*Task goal*. Wherever a line holds the word "Build", copy that line from the data.

Recorded data:
[Start of Attachment]
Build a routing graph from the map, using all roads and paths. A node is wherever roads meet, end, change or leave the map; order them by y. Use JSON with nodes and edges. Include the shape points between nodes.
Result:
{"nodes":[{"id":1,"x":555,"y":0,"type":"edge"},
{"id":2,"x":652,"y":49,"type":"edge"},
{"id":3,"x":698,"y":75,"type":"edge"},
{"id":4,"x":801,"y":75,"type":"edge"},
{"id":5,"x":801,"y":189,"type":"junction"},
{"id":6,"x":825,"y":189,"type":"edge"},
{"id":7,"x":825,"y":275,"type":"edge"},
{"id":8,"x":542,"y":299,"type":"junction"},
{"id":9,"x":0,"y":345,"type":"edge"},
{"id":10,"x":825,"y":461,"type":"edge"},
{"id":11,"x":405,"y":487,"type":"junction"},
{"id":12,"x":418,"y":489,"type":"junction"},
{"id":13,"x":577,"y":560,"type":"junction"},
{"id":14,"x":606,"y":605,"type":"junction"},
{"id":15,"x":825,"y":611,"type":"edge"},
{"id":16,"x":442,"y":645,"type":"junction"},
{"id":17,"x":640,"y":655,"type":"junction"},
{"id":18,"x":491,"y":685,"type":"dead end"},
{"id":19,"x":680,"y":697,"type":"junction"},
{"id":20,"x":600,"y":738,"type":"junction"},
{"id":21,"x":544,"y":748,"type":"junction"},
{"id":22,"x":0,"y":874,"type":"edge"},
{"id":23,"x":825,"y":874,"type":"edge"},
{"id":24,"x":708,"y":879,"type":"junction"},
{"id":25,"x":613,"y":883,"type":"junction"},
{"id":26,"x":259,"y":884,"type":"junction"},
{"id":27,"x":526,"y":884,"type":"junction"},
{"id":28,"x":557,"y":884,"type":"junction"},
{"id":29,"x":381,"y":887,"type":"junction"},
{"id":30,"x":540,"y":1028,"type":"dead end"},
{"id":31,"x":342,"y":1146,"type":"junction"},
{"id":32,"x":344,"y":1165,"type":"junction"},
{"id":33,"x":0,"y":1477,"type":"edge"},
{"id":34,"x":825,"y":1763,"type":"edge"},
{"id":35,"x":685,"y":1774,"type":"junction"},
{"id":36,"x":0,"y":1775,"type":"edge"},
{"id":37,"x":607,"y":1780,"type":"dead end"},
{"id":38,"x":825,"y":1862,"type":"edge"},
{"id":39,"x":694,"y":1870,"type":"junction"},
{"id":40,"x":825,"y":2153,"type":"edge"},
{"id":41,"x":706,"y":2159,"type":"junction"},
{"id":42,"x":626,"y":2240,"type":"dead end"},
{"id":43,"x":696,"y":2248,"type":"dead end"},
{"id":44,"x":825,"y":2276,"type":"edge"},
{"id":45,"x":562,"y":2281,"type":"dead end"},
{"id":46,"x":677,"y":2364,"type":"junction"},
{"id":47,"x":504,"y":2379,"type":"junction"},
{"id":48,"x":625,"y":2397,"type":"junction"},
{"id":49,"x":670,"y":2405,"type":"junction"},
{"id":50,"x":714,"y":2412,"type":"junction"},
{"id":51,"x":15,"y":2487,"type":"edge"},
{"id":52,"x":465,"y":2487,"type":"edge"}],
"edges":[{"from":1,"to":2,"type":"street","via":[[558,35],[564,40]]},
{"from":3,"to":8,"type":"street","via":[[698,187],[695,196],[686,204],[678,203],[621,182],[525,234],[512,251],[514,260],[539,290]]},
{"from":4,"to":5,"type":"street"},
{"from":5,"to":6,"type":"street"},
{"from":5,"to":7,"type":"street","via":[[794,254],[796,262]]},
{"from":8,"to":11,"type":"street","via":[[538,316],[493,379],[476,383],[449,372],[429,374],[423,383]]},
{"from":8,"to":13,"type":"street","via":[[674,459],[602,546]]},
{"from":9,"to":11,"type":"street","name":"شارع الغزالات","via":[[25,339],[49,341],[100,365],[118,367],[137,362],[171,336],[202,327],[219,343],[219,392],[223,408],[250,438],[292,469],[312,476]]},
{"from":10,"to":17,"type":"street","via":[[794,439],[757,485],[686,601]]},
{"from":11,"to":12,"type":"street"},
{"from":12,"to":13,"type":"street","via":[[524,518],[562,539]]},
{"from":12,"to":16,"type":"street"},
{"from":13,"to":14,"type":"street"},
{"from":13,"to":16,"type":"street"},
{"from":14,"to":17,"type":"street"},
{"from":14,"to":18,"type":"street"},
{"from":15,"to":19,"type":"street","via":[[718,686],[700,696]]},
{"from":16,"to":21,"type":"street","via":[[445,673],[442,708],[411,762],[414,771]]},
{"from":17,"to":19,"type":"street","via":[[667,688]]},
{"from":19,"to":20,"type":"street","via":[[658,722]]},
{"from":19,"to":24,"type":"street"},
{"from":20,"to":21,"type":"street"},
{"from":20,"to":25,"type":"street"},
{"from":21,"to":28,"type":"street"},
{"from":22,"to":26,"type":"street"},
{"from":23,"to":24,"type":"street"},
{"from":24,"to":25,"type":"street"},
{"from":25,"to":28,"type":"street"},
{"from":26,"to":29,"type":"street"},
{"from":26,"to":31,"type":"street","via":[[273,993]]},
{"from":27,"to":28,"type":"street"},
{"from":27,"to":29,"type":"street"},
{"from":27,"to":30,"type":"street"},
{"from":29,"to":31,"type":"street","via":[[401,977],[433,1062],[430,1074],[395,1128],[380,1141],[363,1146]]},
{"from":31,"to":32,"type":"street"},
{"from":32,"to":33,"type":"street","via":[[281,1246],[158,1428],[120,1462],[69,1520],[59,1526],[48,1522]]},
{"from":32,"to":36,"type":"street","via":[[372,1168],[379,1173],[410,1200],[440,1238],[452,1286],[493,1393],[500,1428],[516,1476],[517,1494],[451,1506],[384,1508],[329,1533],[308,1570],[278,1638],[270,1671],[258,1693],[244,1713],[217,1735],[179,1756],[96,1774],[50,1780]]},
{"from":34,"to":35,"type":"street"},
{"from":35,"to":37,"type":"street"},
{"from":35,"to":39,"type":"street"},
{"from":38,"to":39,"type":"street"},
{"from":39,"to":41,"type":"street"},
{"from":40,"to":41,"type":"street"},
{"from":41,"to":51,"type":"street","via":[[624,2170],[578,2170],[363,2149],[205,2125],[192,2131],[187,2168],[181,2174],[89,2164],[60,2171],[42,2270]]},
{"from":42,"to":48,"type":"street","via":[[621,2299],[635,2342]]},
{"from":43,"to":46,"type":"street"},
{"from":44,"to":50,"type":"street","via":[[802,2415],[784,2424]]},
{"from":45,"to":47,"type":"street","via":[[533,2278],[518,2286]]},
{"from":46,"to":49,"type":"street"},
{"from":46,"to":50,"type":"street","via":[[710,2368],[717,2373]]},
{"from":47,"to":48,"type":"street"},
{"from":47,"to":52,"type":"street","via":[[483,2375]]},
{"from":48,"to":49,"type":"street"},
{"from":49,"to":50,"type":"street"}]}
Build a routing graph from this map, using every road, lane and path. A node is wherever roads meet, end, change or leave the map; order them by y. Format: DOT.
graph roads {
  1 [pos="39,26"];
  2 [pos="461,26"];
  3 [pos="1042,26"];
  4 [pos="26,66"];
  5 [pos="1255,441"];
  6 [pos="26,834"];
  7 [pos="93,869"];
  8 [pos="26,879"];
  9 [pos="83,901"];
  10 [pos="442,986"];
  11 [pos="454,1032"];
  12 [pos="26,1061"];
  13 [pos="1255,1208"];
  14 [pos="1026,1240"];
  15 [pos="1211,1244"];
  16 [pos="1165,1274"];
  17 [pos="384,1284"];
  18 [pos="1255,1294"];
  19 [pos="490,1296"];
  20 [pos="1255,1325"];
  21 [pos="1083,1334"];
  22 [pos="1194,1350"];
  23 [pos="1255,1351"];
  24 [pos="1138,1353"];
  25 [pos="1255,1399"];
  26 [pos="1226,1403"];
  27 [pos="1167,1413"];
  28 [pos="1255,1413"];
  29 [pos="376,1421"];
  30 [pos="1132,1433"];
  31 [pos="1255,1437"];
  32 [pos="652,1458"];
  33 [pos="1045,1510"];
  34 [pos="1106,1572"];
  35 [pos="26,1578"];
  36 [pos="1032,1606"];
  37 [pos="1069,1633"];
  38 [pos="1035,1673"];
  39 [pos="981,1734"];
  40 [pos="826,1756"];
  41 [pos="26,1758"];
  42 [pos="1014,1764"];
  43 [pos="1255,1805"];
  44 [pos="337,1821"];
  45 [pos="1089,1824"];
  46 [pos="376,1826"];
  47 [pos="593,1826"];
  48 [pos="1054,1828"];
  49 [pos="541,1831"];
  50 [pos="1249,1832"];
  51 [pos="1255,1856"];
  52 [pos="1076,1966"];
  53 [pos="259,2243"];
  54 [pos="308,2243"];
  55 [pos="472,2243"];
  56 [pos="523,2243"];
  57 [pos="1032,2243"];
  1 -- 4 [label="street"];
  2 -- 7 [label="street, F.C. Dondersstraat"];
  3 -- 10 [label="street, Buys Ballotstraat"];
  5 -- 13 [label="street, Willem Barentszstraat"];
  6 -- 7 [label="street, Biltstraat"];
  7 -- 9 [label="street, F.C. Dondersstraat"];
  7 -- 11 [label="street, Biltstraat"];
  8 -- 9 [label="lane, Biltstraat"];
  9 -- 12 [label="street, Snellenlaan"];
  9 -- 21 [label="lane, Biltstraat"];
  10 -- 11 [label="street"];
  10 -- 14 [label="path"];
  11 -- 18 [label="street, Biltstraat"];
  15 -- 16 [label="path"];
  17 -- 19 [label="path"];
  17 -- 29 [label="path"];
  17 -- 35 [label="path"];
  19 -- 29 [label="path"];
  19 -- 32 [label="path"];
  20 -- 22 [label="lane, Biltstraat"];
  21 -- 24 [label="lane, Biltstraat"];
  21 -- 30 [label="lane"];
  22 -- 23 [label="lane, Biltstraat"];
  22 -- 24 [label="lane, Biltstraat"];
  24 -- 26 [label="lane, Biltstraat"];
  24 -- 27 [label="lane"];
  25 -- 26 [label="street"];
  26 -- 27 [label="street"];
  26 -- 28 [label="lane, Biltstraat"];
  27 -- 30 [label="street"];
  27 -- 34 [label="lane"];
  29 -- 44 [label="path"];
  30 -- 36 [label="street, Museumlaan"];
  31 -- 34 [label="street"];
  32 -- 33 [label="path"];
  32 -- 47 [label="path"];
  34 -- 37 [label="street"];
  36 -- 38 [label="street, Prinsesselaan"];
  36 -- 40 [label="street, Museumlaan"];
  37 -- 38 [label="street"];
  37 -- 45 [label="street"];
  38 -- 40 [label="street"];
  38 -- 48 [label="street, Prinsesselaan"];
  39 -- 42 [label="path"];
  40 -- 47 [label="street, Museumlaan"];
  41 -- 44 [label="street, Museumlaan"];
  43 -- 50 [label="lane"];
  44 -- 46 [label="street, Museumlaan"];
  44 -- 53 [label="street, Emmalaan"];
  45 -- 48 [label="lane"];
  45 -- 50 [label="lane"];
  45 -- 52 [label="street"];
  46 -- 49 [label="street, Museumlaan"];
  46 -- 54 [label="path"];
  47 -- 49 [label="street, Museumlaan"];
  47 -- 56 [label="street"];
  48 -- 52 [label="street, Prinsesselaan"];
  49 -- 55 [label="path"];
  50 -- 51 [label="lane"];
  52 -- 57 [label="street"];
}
[End of Attachment]
*Response*.
Build a routing graph from the map, using all roads and paths. A node is wherever roads meet, end, change or leave the map; order them by y. Use JSON with nodes and edges. Include the shape points between nodes.
Build a routing graph from this map, using every road, lane and path. A node is wherever roads meet, end, change or leave the map; order them by y. Format: DOT.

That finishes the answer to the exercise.